Vous aimez picoler, manger gras et tirer sur des Havanes ? Faites gaffe à vous, mais par pitié ayez l’élégance de mettre le paquet en janvier.
Chers amis, Chers camarades,
J’ai été un peu frappé par les réactions à mon dernier post de l’an dernier, pour ne rien vous cacher. Je voulais essentiellement vous y faire part de mes espoirs pour 2023 et remercier tous ceux qui m’avaient soutenu mais plusieurs d’entre vous ont cru y trouver un résumé de mes déboires d’entrepreneur. Je sais que j’ai parfois tendance à m’exprimer d’une façon alambiquée et je mets donc la faute sur moi. Je tiens néanmoins à vous l’assurer : vous me retrouvez à bloc, rempli de gratitude, d’énergie et de confiance. Nous allons y arriver et je vous prépare d’ailleurs une chouette surprise pour rendre la consultation de mon journal sur le Web plus agréable et moderne. Je me réjouis de vous présenter ça ces prochaines semaines.

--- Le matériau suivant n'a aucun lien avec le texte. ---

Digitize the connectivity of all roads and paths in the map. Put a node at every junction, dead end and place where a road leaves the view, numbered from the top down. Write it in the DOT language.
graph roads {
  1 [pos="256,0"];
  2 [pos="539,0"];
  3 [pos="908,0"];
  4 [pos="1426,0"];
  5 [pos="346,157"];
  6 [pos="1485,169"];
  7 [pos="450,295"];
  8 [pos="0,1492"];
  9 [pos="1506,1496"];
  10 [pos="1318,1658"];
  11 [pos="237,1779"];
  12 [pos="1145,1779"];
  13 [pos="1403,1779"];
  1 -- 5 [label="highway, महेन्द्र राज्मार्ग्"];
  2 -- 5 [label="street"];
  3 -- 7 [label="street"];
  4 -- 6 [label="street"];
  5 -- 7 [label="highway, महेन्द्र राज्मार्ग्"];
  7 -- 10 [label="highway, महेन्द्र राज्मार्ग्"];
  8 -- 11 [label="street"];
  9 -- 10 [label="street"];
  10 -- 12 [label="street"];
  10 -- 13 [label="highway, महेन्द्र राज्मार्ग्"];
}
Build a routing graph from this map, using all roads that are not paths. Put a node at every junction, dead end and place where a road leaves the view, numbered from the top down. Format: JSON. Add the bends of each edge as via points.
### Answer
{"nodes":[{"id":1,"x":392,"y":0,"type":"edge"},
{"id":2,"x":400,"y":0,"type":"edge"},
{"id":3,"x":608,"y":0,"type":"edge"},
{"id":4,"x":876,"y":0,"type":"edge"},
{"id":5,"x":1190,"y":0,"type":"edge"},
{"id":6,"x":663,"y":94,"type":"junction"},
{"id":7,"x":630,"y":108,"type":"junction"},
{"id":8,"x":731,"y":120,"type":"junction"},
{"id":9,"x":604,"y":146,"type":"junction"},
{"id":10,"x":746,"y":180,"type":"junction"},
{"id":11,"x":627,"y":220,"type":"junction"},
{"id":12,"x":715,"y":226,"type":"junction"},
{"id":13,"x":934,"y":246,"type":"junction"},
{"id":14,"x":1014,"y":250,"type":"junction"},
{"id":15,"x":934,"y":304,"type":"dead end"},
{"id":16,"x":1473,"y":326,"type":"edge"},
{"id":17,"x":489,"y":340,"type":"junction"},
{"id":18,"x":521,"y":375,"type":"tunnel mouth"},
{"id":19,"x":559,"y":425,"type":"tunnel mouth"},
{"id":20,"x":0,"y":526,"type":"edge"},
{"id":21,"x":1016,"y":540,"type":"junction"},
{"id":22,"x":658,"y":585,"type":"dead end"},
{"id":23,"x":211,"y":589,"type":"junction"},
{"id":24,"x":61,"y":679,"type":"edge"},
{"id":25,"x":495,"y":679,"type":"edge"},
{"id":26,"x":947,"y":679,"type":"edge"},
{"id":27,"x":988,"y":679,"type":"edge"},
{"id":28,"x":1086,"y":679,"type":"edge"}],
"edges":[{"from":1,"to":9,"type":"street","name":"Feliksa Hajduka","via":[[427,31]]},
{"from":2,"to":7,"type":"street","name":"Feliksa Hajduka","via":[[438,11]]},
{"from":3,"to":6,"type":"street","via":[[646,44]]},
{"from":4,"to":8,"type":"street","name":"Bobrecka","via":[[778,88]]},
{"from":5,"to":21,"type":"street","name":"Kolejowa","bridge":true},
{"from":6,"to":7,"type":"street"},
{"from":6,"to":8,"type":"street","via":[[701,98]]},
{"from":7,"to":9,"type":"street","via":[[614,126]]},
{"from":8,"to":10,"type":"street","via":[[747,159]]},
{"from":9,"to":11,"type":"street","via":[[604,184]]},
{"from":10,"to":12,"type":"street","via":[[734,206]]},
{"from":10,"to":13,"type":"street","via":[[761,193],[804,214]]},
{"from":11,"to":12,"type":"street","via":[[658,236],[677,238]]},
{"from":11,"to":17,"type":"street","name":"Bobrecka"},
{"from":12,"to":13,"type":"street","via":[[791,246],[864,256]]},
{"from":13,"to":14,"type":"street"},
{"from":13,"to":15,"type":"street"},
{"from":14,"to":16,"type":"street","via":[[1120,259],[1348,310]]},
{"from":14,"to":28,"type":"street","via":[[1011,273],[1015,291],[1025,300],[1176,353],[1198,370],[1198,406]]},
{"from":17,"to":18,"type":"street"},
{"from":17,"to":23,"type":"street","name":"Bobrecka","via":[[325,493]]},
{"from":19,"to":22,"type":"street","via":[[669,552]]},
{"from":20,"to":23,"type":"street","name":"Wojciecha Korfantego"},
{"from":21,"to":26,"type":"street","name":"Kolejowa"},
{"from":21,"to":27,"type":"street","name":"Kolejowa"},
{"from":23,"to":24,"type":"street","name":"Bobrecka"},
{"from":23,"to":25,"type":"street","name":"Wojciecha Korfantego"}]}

Une chose, en revanche, qui ne me remplit pas de gratitude, à chaque début d’année, ce sont ces « défis » qui visent à nous transformer en abstinents, en vegans et en citoyens éco-responsables. Depuis quelques jours, je suis en effet assailli par ces appels à participer au « Dry January », ou « janvier sobre ». Pour ceux qui fréquentent peu les rivages désolés des réseaux sociaux, cette campagne de santé publique consiste à inciter le bon peuple à ne rien boire durant le premier mois de l’année pour contrer les excès des Fêtes. Alors je préfère poser le cadre directement : je déteste l’autodestruction et ce n’est pas moi qui vais vous inviter à sombrer dans l’alcoolisme pour contrer cet « hygiénisme fun ». Je ne sais pas si je vous l’ai déjà dit, mais j’ai travaillé quelques années comme chargé de communication pour la Police municipale de Lausanne, en Suisse, et j’ai parfois eu l’occasion de voir les ravages que cause la picole, particulièrement au niveau des familles. La question qui m’habite, néanmoins, est la suivante : est-ce que réellement j’ai besoin que l’on me présente les choses comme un « défi » pour que j’aie besoin de prendre soin de moi et de mes proches ?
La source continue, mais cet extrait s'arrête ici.